Antes disso, já tinha ficado de olho em “Pain”, no seu baixo de passinhos pequenos, na sua letra expressionista e no seu robusto solo de guitarra a encerrar. O raio da música é The War On Drugs na sua versão mais apurada.

É claro que Adam Granduciel é um control freak obcecado com todos os pormenores. Parece ser um daqueles insatisfeitos crónicos que dá uma péssima companhia (mas um ótimo músico). Esta atenção ao pormenor faz de A Deeper Understanding um objeto muito bem embrulhadinho, sem pontas soltas nem surpresas desagradáveis.

Tudo respira, tudo brilha e tudo está lá para ser descoberto audição após audição. “Thinking Of A Place”, a tal canção de 11 minutos, demonstra-o na perfeição. Como tem tempo para tudo, dá-nos tempo para tudo. O resultado é um dos pontos mais altos do álbum.

Iniciada por “Thinking Of A Place”, a parte final do álbum deixa-me de rastos. “In Chains” é das coisas mais bonitas que os The War On Drugs editaram até hoje. Se fosse um acontecimento histórico, “In Chains” motivaria imensos “tinhas de lá estar para perceber”. Não consigo dizer-vos muito mais, confesso. Dura mais de 7 minutos e não lhe encontro defeitos – isto tem de querer dizer alguma coisa, certo?

Já quase no fim, “Clean Living” começa a preparar-nos suavemente para o inevitável, mas é “You Don’t Have To Go” que dá cabo de tudo. Começa em tom de fim de noite. Uma corda da guitarra acústica vibra demais por roçar num traste, o piano diz-nos que o bar está quase a fechar e o baixo encaminha-nos para a saída. Mas, começando pelo título, tudo o resto nos diz que não temos de ir. A guitarra eléctrica de Granduciel continua a chamar-nos, os sintetizadores que surgem lá para o fim a dar à canção uma dimensão épica dizem-nos que isto agora é que está a ficar bom e a harmónica oferece-nos uma rodada. Mas parece que é mesmo a última, infelizmente.
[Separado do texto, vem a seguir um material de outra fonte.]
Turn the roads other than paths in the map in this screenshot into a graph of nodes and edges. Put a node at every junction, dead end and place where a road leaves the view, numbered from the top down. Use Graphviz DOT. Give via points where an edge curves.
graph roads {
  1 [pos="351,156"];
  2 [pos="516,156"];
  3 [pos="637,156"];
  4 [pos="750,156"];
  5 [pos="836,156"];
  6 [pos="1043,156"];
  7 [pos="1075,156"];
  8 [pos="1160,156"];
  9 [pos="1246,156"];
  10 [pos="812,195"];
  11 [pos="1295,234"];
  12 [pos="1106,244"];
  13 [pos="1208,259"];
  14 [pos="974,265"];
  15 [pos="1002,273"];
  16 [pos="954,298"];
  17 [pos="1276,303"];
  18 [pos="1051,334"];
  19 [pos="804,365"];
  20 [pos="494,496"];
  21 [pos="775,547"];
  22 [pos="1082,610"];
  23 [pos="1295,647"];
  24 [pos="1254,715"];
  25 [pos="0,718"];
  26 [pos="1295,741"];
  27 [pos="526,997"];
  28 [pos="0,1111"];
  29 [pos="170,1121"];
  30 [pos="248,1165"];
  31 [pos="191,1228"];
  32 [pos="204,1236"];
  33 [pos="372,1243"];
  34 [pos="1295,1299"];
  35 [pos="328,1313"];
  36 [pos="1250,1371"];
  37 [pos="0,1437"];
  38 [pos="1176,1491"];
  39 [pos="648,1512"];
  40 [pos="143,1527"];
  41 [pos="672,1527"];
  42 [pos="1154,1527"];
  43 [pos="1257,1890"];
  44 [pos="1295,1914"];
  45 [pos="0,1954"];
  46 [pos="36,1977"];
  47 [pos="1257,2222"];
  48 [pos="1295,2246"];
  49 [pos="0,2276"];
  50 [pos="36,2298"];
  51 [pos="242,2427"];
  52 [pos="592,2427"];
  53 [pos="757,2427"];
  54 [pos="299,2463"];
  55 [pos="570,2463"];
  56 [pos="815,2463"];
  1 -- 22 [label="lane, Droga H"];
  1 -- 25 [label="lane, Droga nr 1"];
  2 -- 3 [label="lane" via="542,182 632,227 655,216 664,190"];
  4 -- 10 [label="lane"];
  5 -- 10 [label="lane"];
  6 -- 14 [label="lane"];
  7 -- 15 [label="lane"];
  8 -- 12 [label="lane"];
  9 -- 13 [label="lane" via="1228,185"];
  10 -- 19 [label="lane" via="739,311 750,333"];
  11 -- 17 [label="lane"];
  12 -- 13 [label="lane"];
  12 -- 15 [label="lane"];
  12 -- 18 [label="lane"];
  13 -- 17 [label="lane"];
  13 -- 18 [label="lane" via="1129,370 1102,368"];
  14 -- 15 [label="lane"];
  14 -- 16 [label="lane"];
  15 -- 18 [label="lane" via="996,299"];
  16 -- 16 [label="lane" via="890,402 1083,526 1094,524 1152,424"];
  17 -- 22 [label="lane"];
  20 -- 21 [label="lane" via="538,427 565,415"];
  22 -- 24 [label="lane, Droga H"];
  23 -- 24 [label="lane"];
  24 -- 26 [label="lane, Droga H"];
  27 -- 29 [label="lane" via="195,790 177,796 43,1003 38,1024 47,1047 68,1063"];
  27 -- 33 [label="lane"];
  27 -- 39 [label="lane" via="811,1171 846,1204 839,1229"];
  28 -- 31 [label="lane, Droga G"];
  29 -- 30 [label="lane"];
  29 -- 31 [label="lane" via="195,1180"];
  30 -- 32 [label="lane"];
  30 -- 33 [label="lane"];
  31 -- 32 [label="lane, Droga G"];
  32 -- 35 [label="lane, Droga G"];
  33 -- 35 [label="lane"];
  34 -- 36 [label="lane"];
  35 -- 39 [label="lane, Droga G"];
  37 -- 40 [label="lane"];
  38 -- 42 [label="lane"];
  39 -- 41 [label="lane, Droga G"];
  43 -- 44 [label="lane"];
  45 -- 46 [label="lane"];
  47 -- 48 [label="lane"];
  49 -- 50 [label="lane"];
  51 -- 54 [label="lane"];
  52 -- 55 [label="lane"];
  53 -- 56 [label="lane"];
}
Nos videojogos, costuma falar-se de “replay value” quando um jogo tem características que tornam interessante jogá-lo mais do que uma vez. Ora, A Deeper Understanding está longe de se esgotar na primeira audição. Além disso, é intelectualmente estimulante e, apesar dos laivos psicadélicos, de uma economia impressionante. Não há nada em falta, não há nada a mais. E, ainda assim, cada vez que voltarem a A Deeper Understanding, vão encontrar algo de novo.